Generally more comprehensive and complex than software designed for outpatient care, Acute Care software addresses the more complex needs of inpatient care environments and is designed to support the needs of larger healthcare organizations, including hospitals, critical care facilities, and rehabilitation centers.

3. Hybrid

A combination of both ambulatory and acute care EMRs.

B. Based on Specialty

1. Specialty-specific

Specific needs of a particular medical specialty or healthcare organization, such as dermatology, ophthalmology, or mental health clinics, are met by specialty-specific software. They often include pre-configured templates and workflows tailored to the specialty's needs. Still, they may lack the flexibility and customization of general-purpose EMR systems.

2. Multi-specialty

The software needed by healthcare organizations with multiple medical specialties should provide a unified view of patient information across numerous specialties from a single system, regardless of the specialty involved. This can improve efficiency and coordination of care and provide a more complete picture of a patient's health history.

They typically include a range of features and functionalities standard to many different specialties, as well as customization options to meet the specific needs of each specialty. They are generally more flexible and customizable than specialty-specific EMRs and are well-suited to healthcare organizations with multiple specialties, such as large clinics or hospitals.

They can be a good choice for healthcare organizations that need to manage various medical information but still want a unified system for managing patient data.

C. Based on the mode of Deployment

1. Server-based

Also known as on-premise systems, server-based systems are installed and run on a server within a healthcare organization's infrastructure. While the benefit of an on-premise deployment is that you have control over the equipment, that is also a drawback. Medical practices that deploy EMR systems in-house must have an IT expert maintain the hardware, software, and data it stores. If equipment breaks down, it can add unexpected expenses to your bottom line.

2. Cloud-based

In a cloud-based deployment, patient health information is stored, managed, and accessed online on remote servers instead of local or personal computers. They allow healthcare providers to access patient information from anywhere with an internet connection and enable secure sharing of patient data between different healthcare organizations.

3. ASP (Application Service Provider) based

ASP is a type of deployment where the software and data are hosted by a third-party provider, usually on remote servers, and accessed by healthcare organizations over the Internet.

In this model, healthcare organizations pay a fee to access and use the EMR system, and the ASP is responsible for maintenance, upgrades, security, and other technical aspects of the system. This can reduce the cost and complexity of implementing an EMR system for healthcare organizations, as they do not have to invest in and maintain their infrastructure.
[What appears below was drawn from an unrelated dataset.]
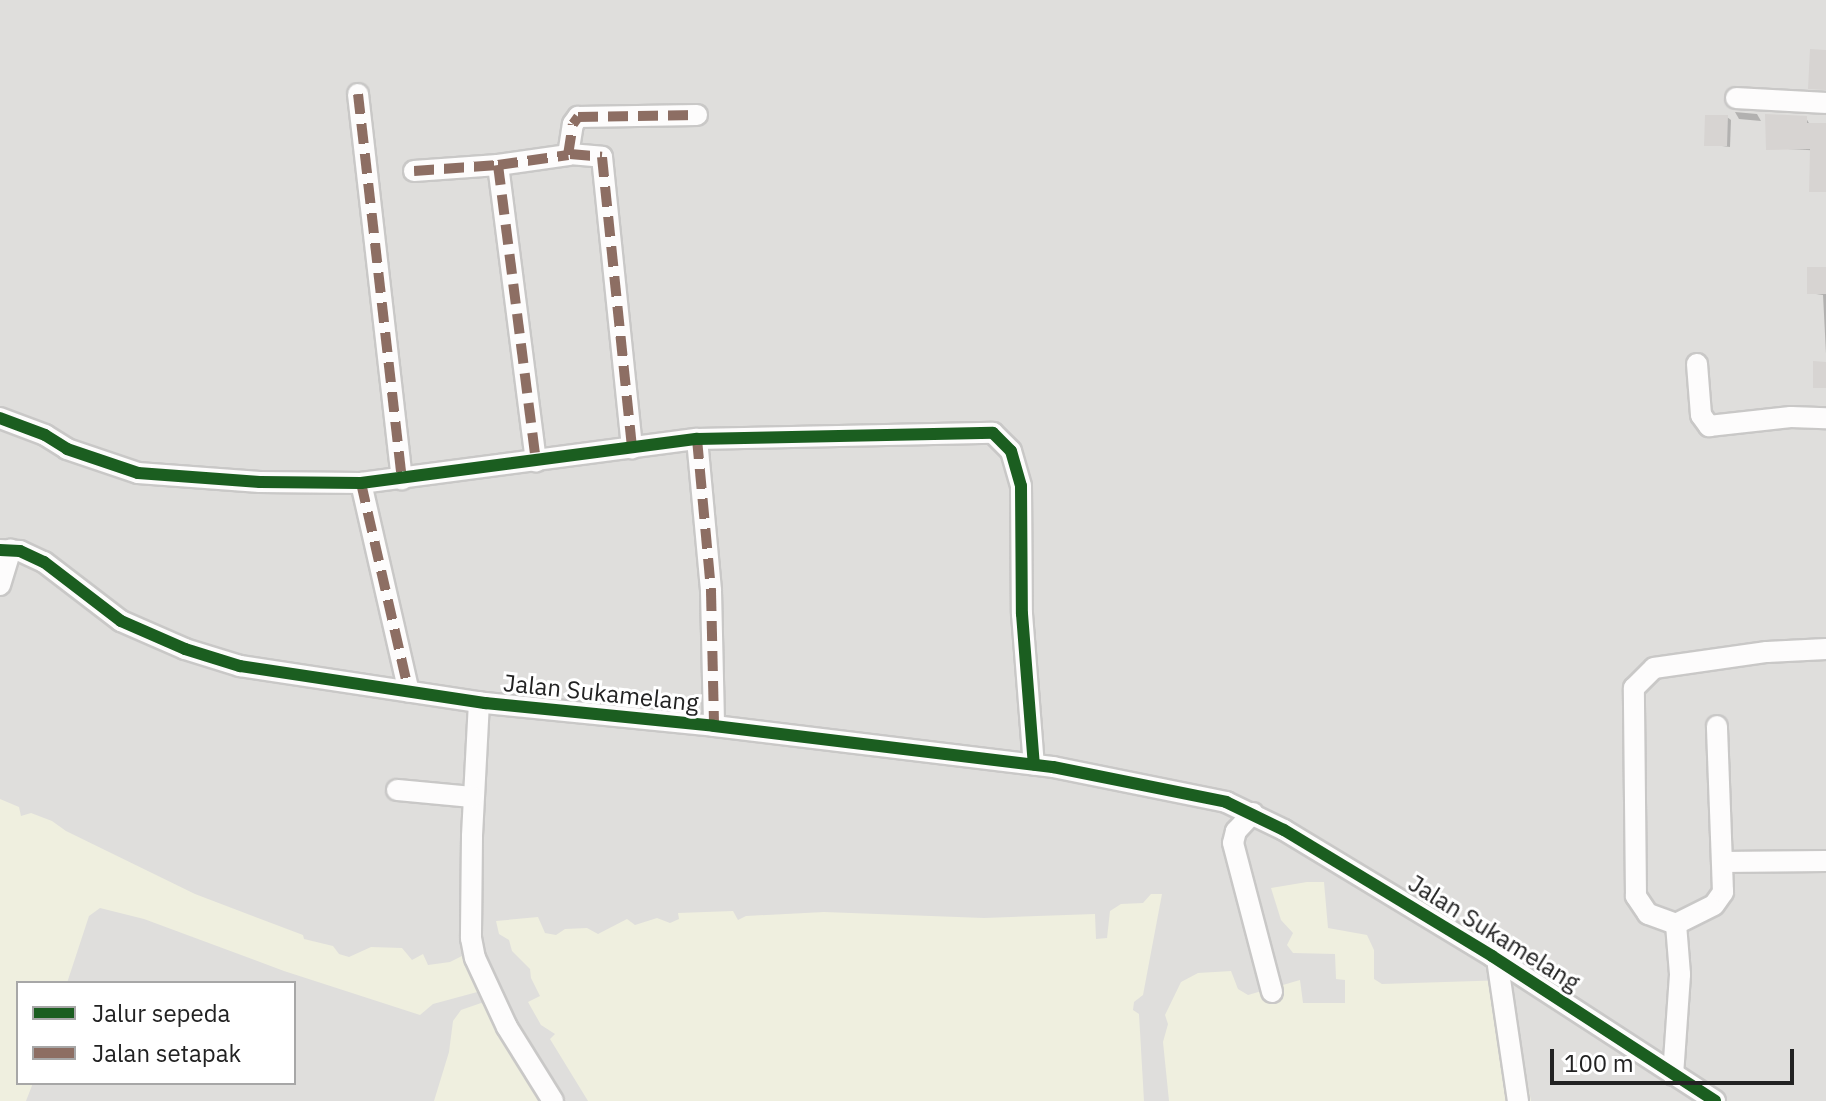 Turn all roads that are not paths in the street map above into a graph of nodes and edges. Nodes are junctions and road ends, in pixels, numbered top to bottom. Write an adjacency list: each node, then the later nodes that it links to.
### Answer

D. Based on Open Source vs. Proprietary

EMR systems can also be classified by whether they are open source or proprietary.

1. Open-source

Open-source systems have their source code available for anyone to modify and use. They often have a more active community of developers and can be more customizable, but they may also have limited support options.

2. Proprietary

Proprietary EMR systems are often owned and controlled by a single vendor.

E. Based on Vendor Size

EMR systems can be classified by the type of vendor that provides them. For example, some vendors offer EMR systems for small practices, while others focus on larger healthcare organizations.